Whenever a line of the listing contains the string "main", return that line.
#### Exercise inputs ####
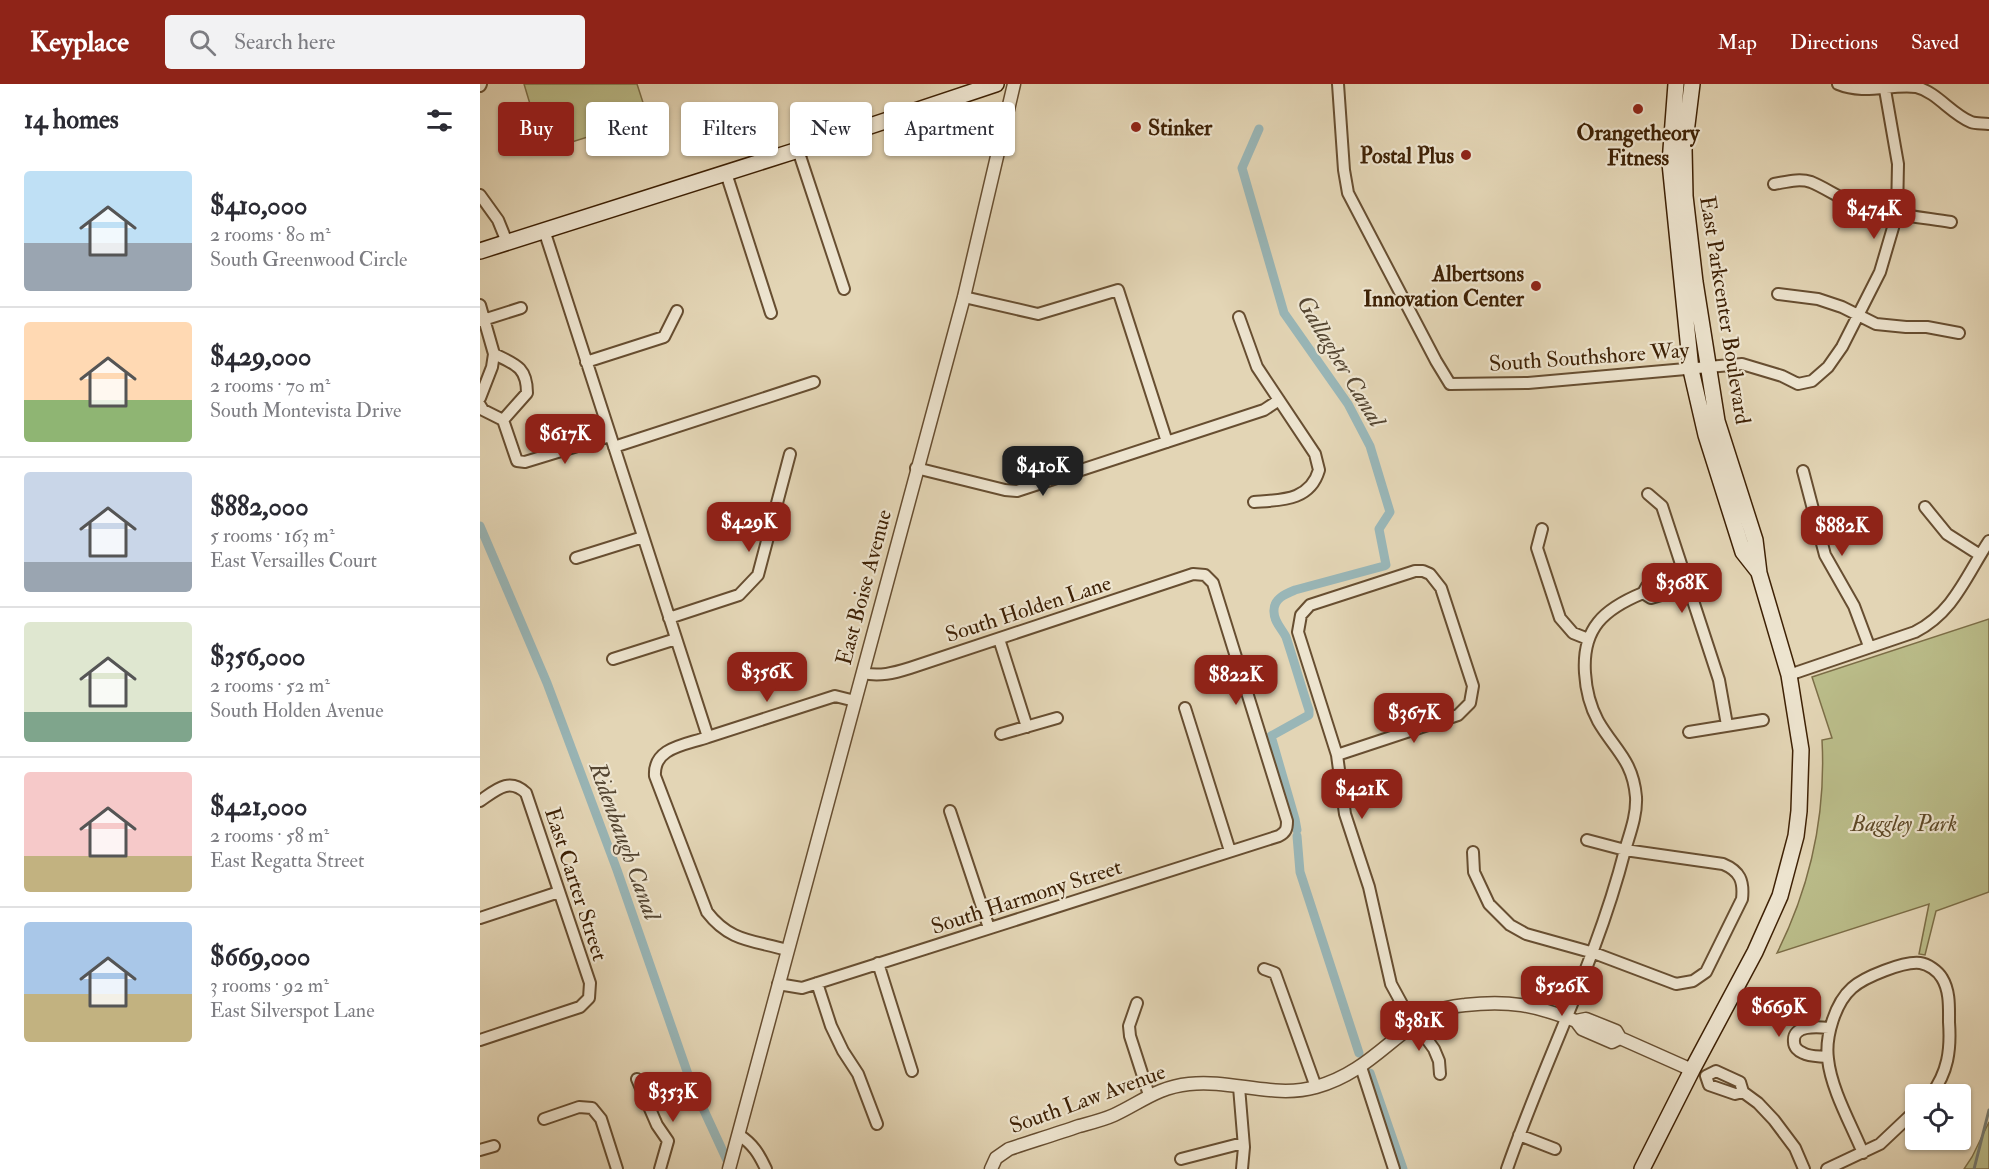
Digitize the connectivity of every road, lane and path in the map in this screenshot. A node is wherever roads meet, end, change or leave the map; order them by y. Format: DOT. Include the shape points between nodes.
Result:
graph roads {
  1 [pos="996,84"];
  2 [pos="1014,84"];
  3 [pos="1338,84"];
  4 [pos="1676,84"];
  5 [pos="1692,84"];
  6 [pos="1838,84"];
  7 [pos="1885,86"];
  8 [pos="1989,124"];
  9 [pos="872,125"];
  10 [pos="790,153"];
  11 [pos="800,156"];
  12 [pos="726,173"];
  13 [pos="1774,184"];
  14 [pos="480,195"];
  15 [pos="1897,214"];
  16 [pos="1951,222"];
  17 [pos="544,230"];
  18 [pos="507,242"];
  19 [pos="480,251"];
  20 [pos="844,289"];
  21 [pos="1778,294"];
  22 [pos="964,297"];
  23 [pos="480,304"];
  24 [pos="521,308"];
  25 [pos="677,311"];
  26 [pos="771,313"];
  27 [pos="1856,315"];
  28 [pos="1239,317"];
  29 [pos="482,321"];
  30 [pos="1959,333"];
  31 [pos="494,354"];
  32 [pos="586,362"];
  33 [pos="1707,368"];
  34 [pos="1691,370"];
  35 [pos="814,382"];
  36 [pos="480,398"];
  37 [pos="1279,400"];
  38 [pos="480,405"];
  39 [pos="503,420"];
  40 [pos="610,436"];
  41 [pos="1167,442"];
  42 [pos="614,447"];
  43 [pos="790,454"];
  44 [pos="916,468"];
  45 [pos="1803,471"];
  46 [pos="1648,494"];
  47 [pos="1254,502"];
  48 [pos="1925,507"];
  49 [pos="1542,529"];
  50 [pos="643,537"];
  51 [pos="1989,541"];
  52 [pos="1980,555"];
  53 [pos="576,558"];
  54 [pos="1759,573"];
  55 [pos="1684,574"];
  56 [pos="1688,587"];
  57 [pos="1643,593"];
  58 [pos="669,618"];
  59 [pos="676,639"];
  60 [pos="999,639"];
  61 [pos="1588,639"];
  62 [pos="1869,646"];
  63 [pos="613,659"];
  64 [pos="863,673"];
  65 [pos="1789,675"];
  66 [pos="855,701"];
  67 [pos="1185,708"];
  68 [pos="1057,718"];
  69 [pos="1763,720"];
  70 [pos="1727,725"];
  71 [pos="1027,726"];
  72 [pos="1689,732"];
  73 [pos="1001,734"];
  74 [pos="708,737"];
  75 [pos="1337,755"];
  76 [pos="480,801"];
  77 [pos="950,811"];
  78 [pos="1285,832"];
  79 [pos="1587,840"];
  80 [pos="1625,850"];
  81 [pos="1230,851"];
  82 [pos="1473,852"];
  83 [pos="559,892"];
  84 [pos="480,918"];
  85 [pos="989,928"];
  86 [pos="787,950"];
  87 [pos="1594,953"];
  88 [pos="878,963"];
  89 [pos="1264,969"];
  90 [pos="817,983"];
  91 [pos="778,984"];
  92 [pos="1137,1003"];
  93 [pos="1571,1019"];
  94 [pos="1416,1024"];
  95 [pos="1830,1028"];
  96 [pos="480,1040"];
  97 [pos="1827,1057"];
  98 [pos="1360,1067"];
  99 [pos="912,1071"];
  100 [pos="1699,1073"];
  101 [pos="1440,1074"];
  102 [pos="637,1079"];
  103 [pos="1939,1084"];
  104 [pos="1239,1087"];
  105 [pos="1316,1087"];
  106 [pos="1149,1095"];
  107 [pos="544,1119"];
  108 [pos="1905,1121"];
  109 [pos="877,1124"];
  110 [pos="739,1135"];
  111 [pos="1519,1135"];
  112 [pos="1243,1143"];
  113 [pos="494,1146"];
  114 [pos="1555,1149"];
  115 [pos="480,1150"];
  116 [pos="1863,1153"];
  117 [pos="1181,1159"];
  118 [pos="617,1169"];
  119 [pos="660,1169"];
  120 [pos="729,1169"];
  121 [pos="766,1169"];
  122 [pos="991,1169"];
  123 [pos="1242,1169"];
  124 [pos="1394,1169"];
  125 [pos="1507,1169"];
  126 [pos="1642,1169"];
  127 [pos="1804,1169"];
  128 [pos="1827,1169"];
  1 -- 9 [label="main road"];
  2 -- 22 [label="street, East Boise Avenue"];
  3 -- 34 [label="street, South Southshore Way" via="1348,193 1450,384 1528,383"];
  4 -- 34 [label="main road, East Parkcenter Boulevard" via="1670,163"];
  5 -- 33 [label="main road, East Parkcenter Boulevard" via="1684,149 1685,195"];
  6 -- 7 [label="street" via="1865,90"];
  7 -- 8 [label="street" via="1916,87 1971,122"];
  7 -- 15 [label="street" via="1898,164"];
  10 -- 12 [label="main road"];
  11 -- 20 [label="street"];
  12 -- 17 [label="main road"];
  12 -- 26 [label="street"];
  13 -- 15 [label="street" via="1811,182 1838,198"];
  14 -- 18 [label="street" via="498,220"];
  15 -- 16 [label="street"];
  15 -- 27 [label="street" via="1880,272"];
  17 -- 18 [label="main road"];
  17 -- 32 [label="street"];
  18 -- 19 [label="main road"];
  21 -- 27 [label="street" via="1818,298"];
  22 -- 41 [label="street" via="1038,314 1118,290"];
  22 -- 44 [label="street, East Boise Avenue"];
  23 -- 29 [label="street"];
  24 -- 29 [label="street"];
  25 -- 32 [label="street" via="664,337"];
  27 -- 30 [label="street" via="1876,324"];
  27 -- 33 [label="street, South Southshore Way" via="1842,347 1812,381 1798,384 1742,364"];
  28 -- 37 [label="street" via="1257,367"];
  29 -- 31 [label="street"];
  31 -- 36 [label="street"];
  31 -- 39 [label="street" via="515,364 527,380 526,393"];
  32 -- 40 [label="street"];
  33 -- 34 [label="street, South Southshore Way"];
  33 -- 54 [label="main road, East Parkcenter Boulevard" via="1717,421 1755,540"];
  34 -- 54 [label="main road, East Parkcenter Boulevard" via="1706,435 1743,552"];
  35 -- 42 [label="street"];
  37 -- 41 [label="street" via="1264,410"];
  37 -- 47 [label="street" via="1315,454 1319,470 1311,488 1302,493 1281,500"];
  38 -- 39 [label="street"];
  39 -- 40 [label="street" via="517,462"];
  40 -- 42 [label="street"];
  41 -- 44 [label="street" via="1017,491"];
  42 -- 50 [label="street"];
  43 -- 58 [label="street" via="758,575 739,595"];
  44 -- 64 [label="street, East Boise Avenue"];
  45 -- 62 [label="street" via="1826,555 1854,606"];
  46 -- 55 [label="street" via="1662,506"];
  48 -- 52 [label="street" via="1947,534"];
  49 -- 61 [label="street" via="1537,548 1560,618 1573,633"];
  50 -- 53 [label="street"];
  50 -- 58 [label="street"];
  51 -- 52 [label="street"];
  52 -- 62 [label="street" via="1950,604 1930,624"];
  54 -- 65 [label="main road, East Parkcenter Boulevard"];
  55 -- 56 [label="street"];
  55 -- 57 [label="street" via="1647,585"];
  56 -- 57 [label="street" via="1651,598"];
  56 -- 70 [label="street" via="1719,680"];
  57 -- 61 [label="street" via="1608,611"];
  58 -- 59 [label="street"];
  59 -- 63 [label="street"];
  59 -- 74 [label="street"];
  60 -- 64 [label="street, South Holden Lane" via="888,674"];
  60 -- 71 [label="street"];
  60 -- 78 [label="street, South Holden Lane" via="1193,574 1205,575 1214,583 1287,821"];
  61 -- 80 [label="street" via="1584,659 1587,690 1598,722 1631,772 1636,798"];
  62 -- 65 [label="street"];
  64 -- 66 [label="street, East Boise Avenue"];
  65 -- 100 [label="main road, East Parkcenter Boulevard" via="1801,750 1796,836 1780,896"];
  66 -- 74 [label="street" via="835,696"];
  66 -- 86 [label="street, East Boise Avenue"];
  67 -- 81 [label="street"];
  68 -- 71 [label="street"];
  69 -- 70 [label="street"];
  70 -- 72 [label="street"];
  71 -- 73 [label="street"];
  74 -- 86 [label="street" via="661,755 655,776 706,912 717,926 734,937"];
  75 -- 75 [label="street" via="1298,632 1301,615 1310,605 1415,571 1430,574 1441,588 1473,686 1470,703 1458,715"];
  75 -- 94 [label="street" via="1345,814 1369,887 1388,974 1396,995"];
  76 -- 83 [label="street, East Carter Street" via="510,784 526,793"];
  77 -- 85 [label="street"];
  78 -- 81 [label="street, South Harmony Street"];
  79 -- 80 [label="street"];
  80 -- 87 [label="street"];
  80 -- 87 [label="street" via="1731,867 1744,886 1742,899 1706,972 1693,981 1676,984"];
  81 -- 85 [label="street, South Harmony Street"];
  82 -- 87 [label="street" via="1478,883 1498,915 1526,933"];
  83 -- 84 [label="street"];
  83 -- 96 [label="street, East Carter Street" via="590,983 590,998 580,1007"];
  85 -- 88 [label="street, South Harmony Street"];
  86 -- 91 [label="street, East Boise Avenue"];
  87 -- 93 [label="street"];
  88 -- 90 [label="street, South Harmony Street"];
  88 -- 99 [label="street"];
  89 -- 105 [label="street" via="1275,972"];
  90 -- 91 [label="street, South Harmony Street" via="802,988"];
  90 -- 109 [label="street" via="831,1026 858,1074"];
  91 -- 110 [label="street, East Boise Avenue"];
  92 -- 106 [label="street" via="1129,1026 1130,1036"];
  93 -- 94 [label="street, South Law Avenue" via="1525,1004 1491,1002 1446,1008"];
  93 -- 100 [label="street, South Law Avenue" via="1586,1019 1616,1031 1620,1038"];
  93 -- 111 [label="street"];
  94 -- 98 [label="street, South Law Avenue"];
  94 -- 101 [label="street" via="1434,1049"];
  95 -- 97 [label="street"];
  95 -- 97 [label="street" via="1807,1027 1799,1030 1793,1040 1802,1053"];
  95 -- 103 [label="street" via="1851,989 1873,976 1914,963 1923,964 1941,976 1947,989 1950,1039 1947,1066"];
  97 -- 116 [label="street" via="1833,1083"];
  98 -- 105 [label="street, South Law Avenue"];
  98 -- 124 [label="street"];
  100 -- 126 [label="main road, East Parkcenter Boulevard"];
  100 -- 127 [label="street" via="1716,1071 1740,1082 1743,1092 1774,1120 1795,1148"];
  102 -- 119 [label="street" via="668,1141"];
  104 -- 105 [label="street, South Law Avenue"];
  104 -- 106 [label="street, South Law Avenue" via="1188,1084"];
  104 -- 112 [label="street"];
  106 -- 122 [label="street, South Law Avenue" via="1113,1115 1010,1149 996,1158"];
  107 -- 118 [label="street" via="579,1107 592,1108 601,1119"];
  108 -- 116 [label="street" via="1881,1144"];
  110 -- 120 [label="street, East Boise Avenue"];
  110 -- 121 [label="street" via="759,1154"];
  111 -- 114 [label="street"];
  111 -- 125 [label="street"];
  112 -- 117 [label="street"];
  112 -- 123 [label="street"];
  113 -- 115 [label="street"];
  116 -- 128 [label="street"];
}
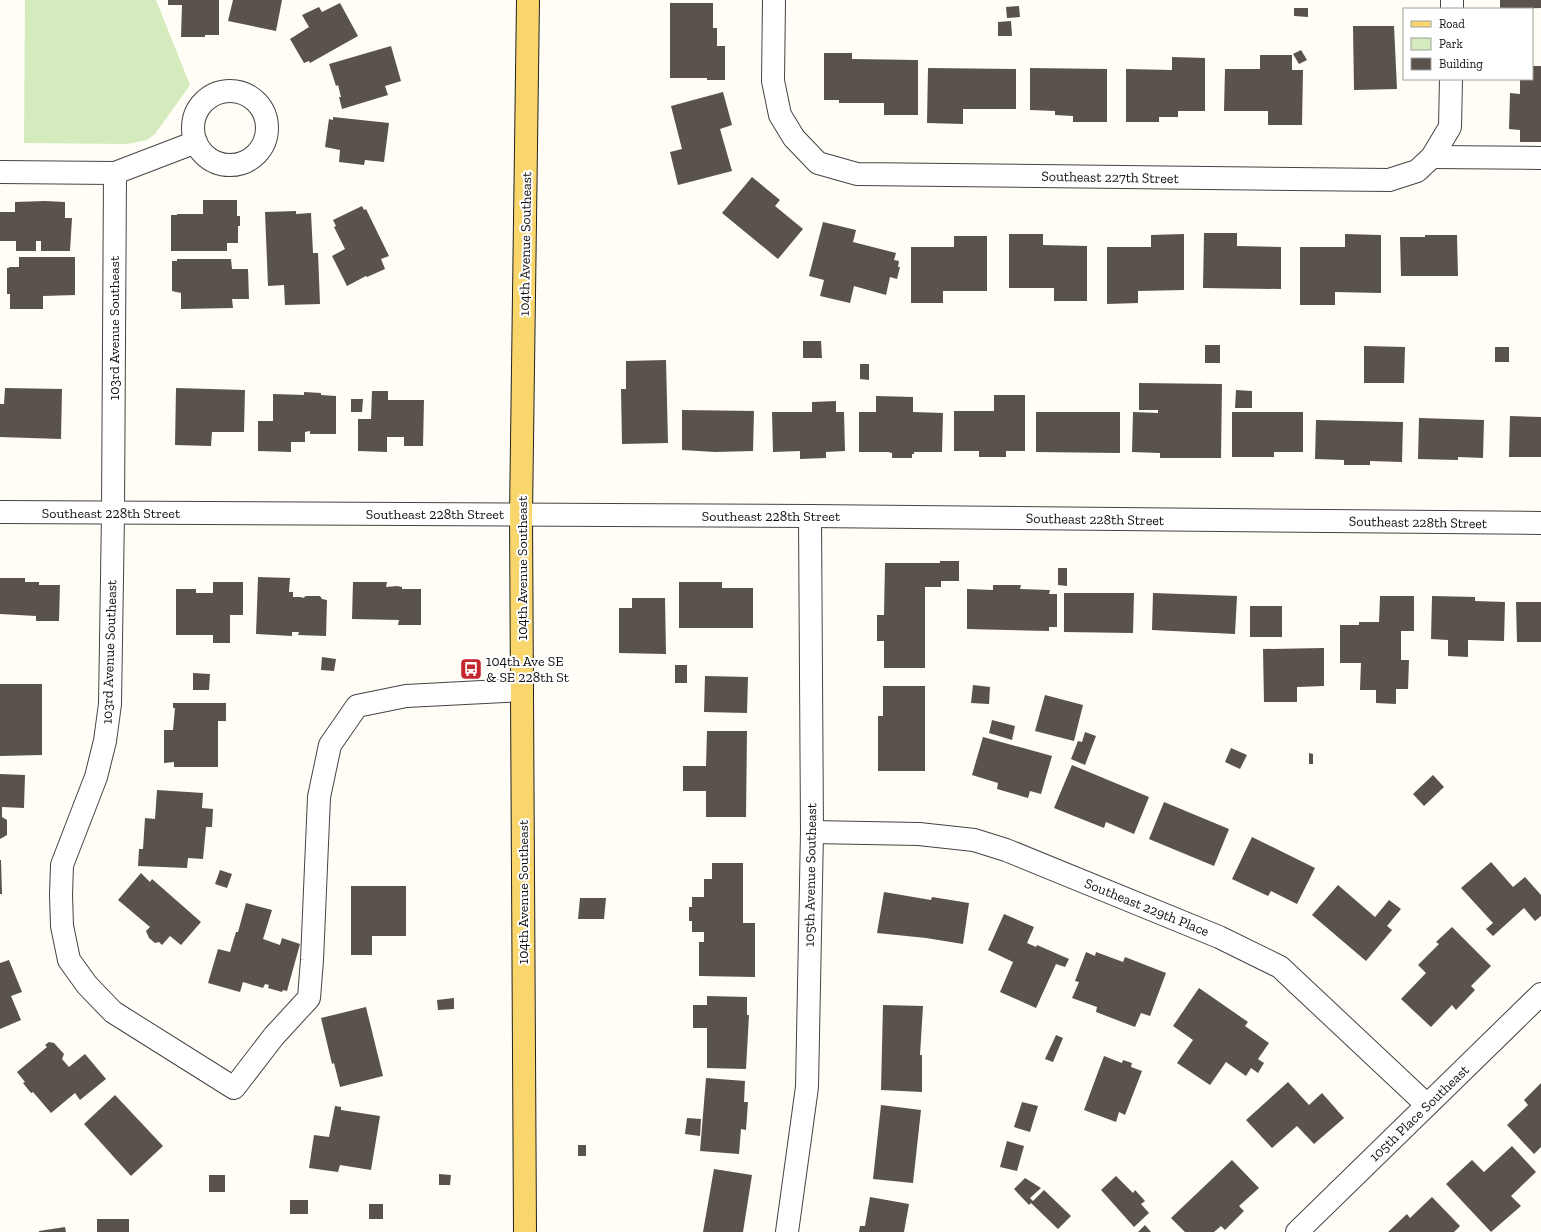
####
* **Finished exercise**:
  1 -- 9 [label="main road"];
  4 -- 34 [label="main road, East Parkcenter Boulevard" via="1670,163"];
  5 -- 33 [label="main road, East Parkcenter Boulevard" via="1684,149 1685,195"];
  10 -- 12 [label="main road"];
  12 -- 17 [label="main road"];
  17 -- 18 [label="main road"];
  18 -- 19 [label="main road"];
  33 -- 54 [label="main road, East Parkcenter Boulevard" via="1717,421 1755,540"];
  34 -- 54 [label="main road, East Parkcenter Boulevard" via="1706,435 1743,552"];
  54 -- 65 [label="main road, East Parkcenter Boulevard"];
  65 -- 100 [label="main road, East Parkcenter Boulevard" via="1801,750 1796,836 1780,896"];
  100 -- 126 [label="main road, East Parkcenter Boulevard"];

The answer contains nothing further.